Richard Ernest Nowell Twopeny (1 August 1857 – 2 September 1915) or Twopenny or Turpenny was an Australian rules footballer, journalist and newspaper editor/owner in New Zealand and Australia.

Early life 
Twopeny was the son of Archdeacon Thomas Nowell and Mathilde of Adelaide. He was born in Little Casterton Rectory, Rutland, England in 1857. A brother of Richard was Edward Twopeny. His father migrated to South Australia in 1860.

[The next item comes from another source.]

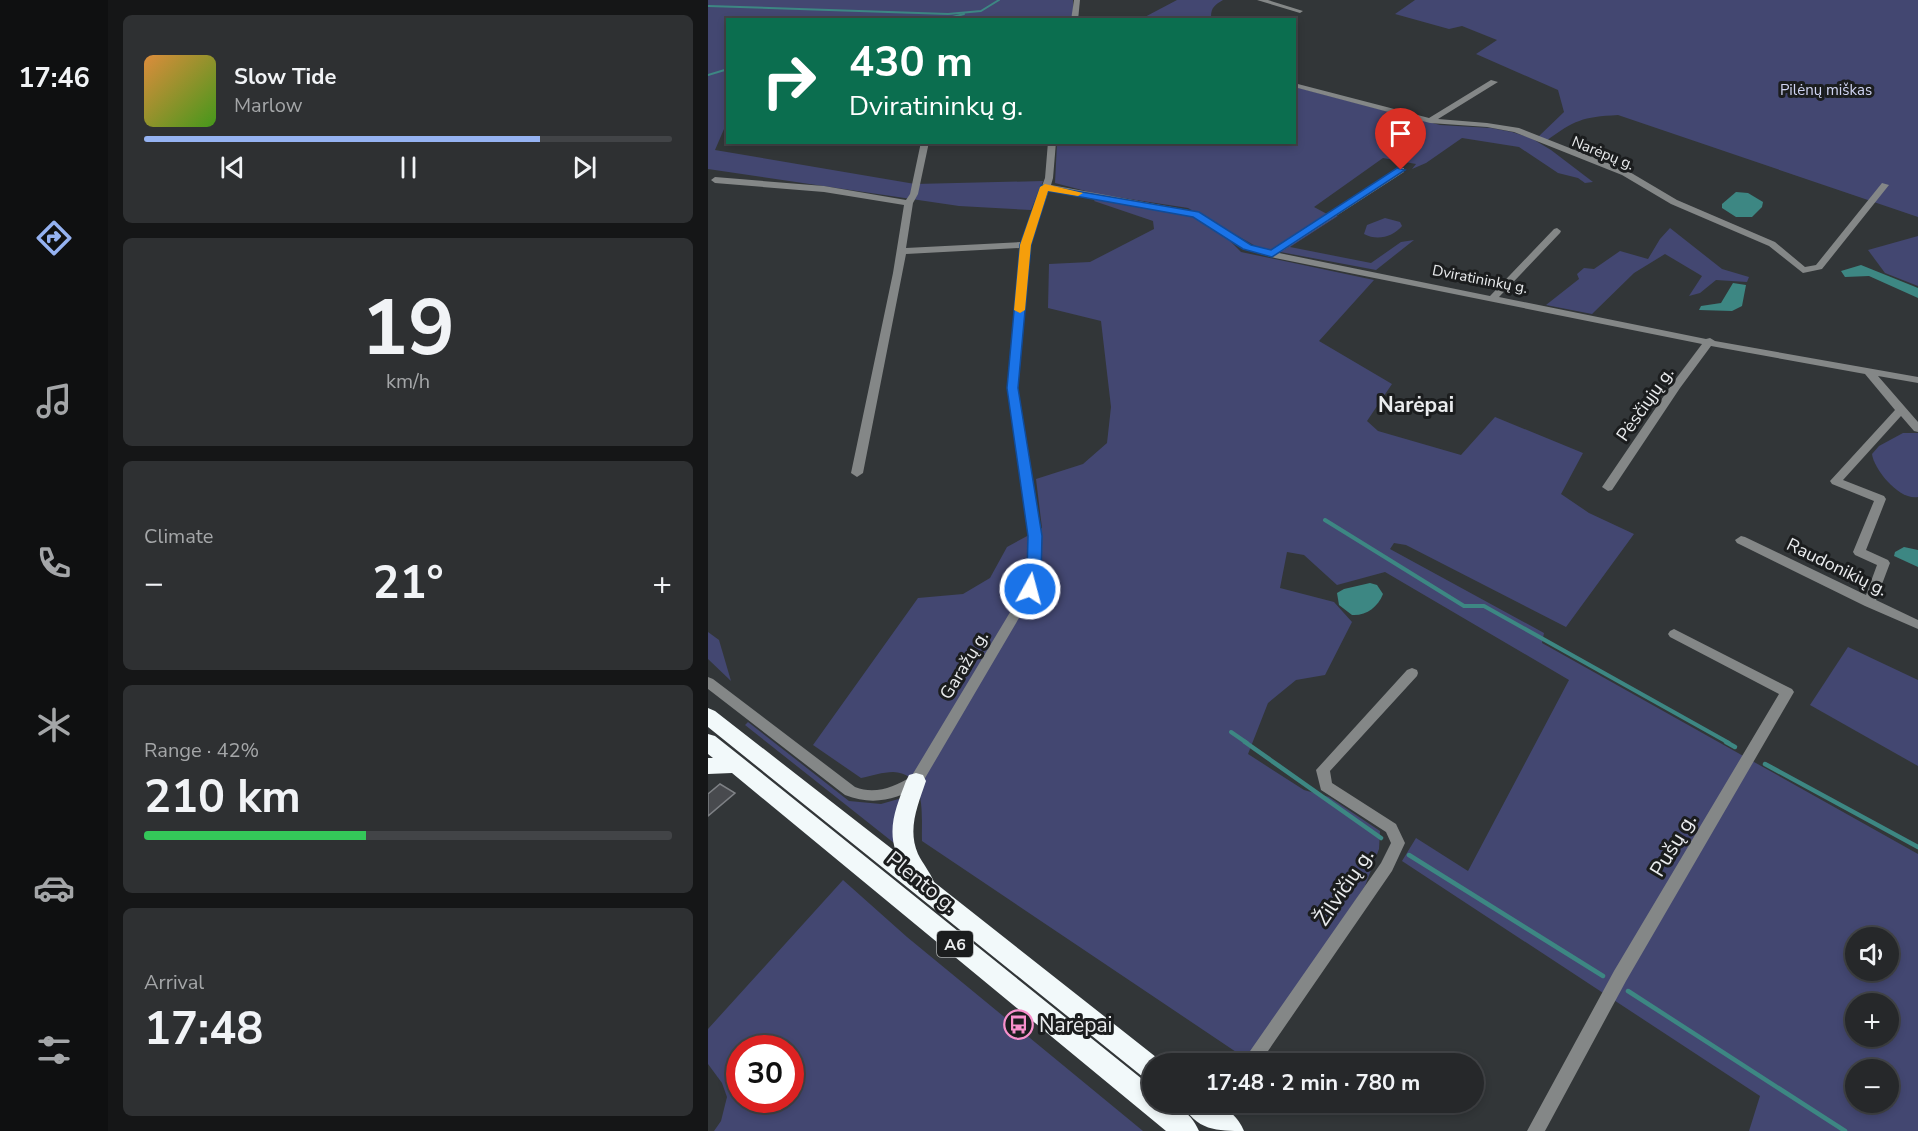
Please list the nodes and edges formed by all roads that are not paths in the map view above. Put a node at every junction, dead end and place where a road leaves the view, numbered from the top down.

In 1872 Richard was a student at St Peter's College, Adelaide, and was captain of the school's football team. Twopeny spent part of his childhood in France and was educated at Marlborough College, England, until 1875 and the Ruprecht-Karl-Universität, Heidelberg, Germany.

Twopeny returned to Australia in 1876. He arrived in Melbourne on the Northumberland on 15 May 1876 and soon moved to Adelaide where he worked on the South Australian Register from 1876 to 1877.

Australian rules football

South Australian Football Association (1877) 
Richard Twopeny was a key member of organising the South Australian Football Association in 1877. Along with delegates from Adelaide, Port Adelaide, Willunga, South Park, North Adelaide, Kapunda, Bankers, Gawler, South Adelaide, Victorian, Woodville and Prince Alfred College the rules of the game for the year were set.

Adelaide Football Club (1877) 
In 1877 Twopeny captained the club for 12 matches. He left the club at the end of 1877 to work in Melbourne.

Town Life in Australia 
Twopeny wrote a series of letters that would later be compiled into a book titled Town Life in Australia (1883). It compared the major cities of Australia—at the time Sydney, Melbourne and Adelaide—to each other and to those in the United Kingdom.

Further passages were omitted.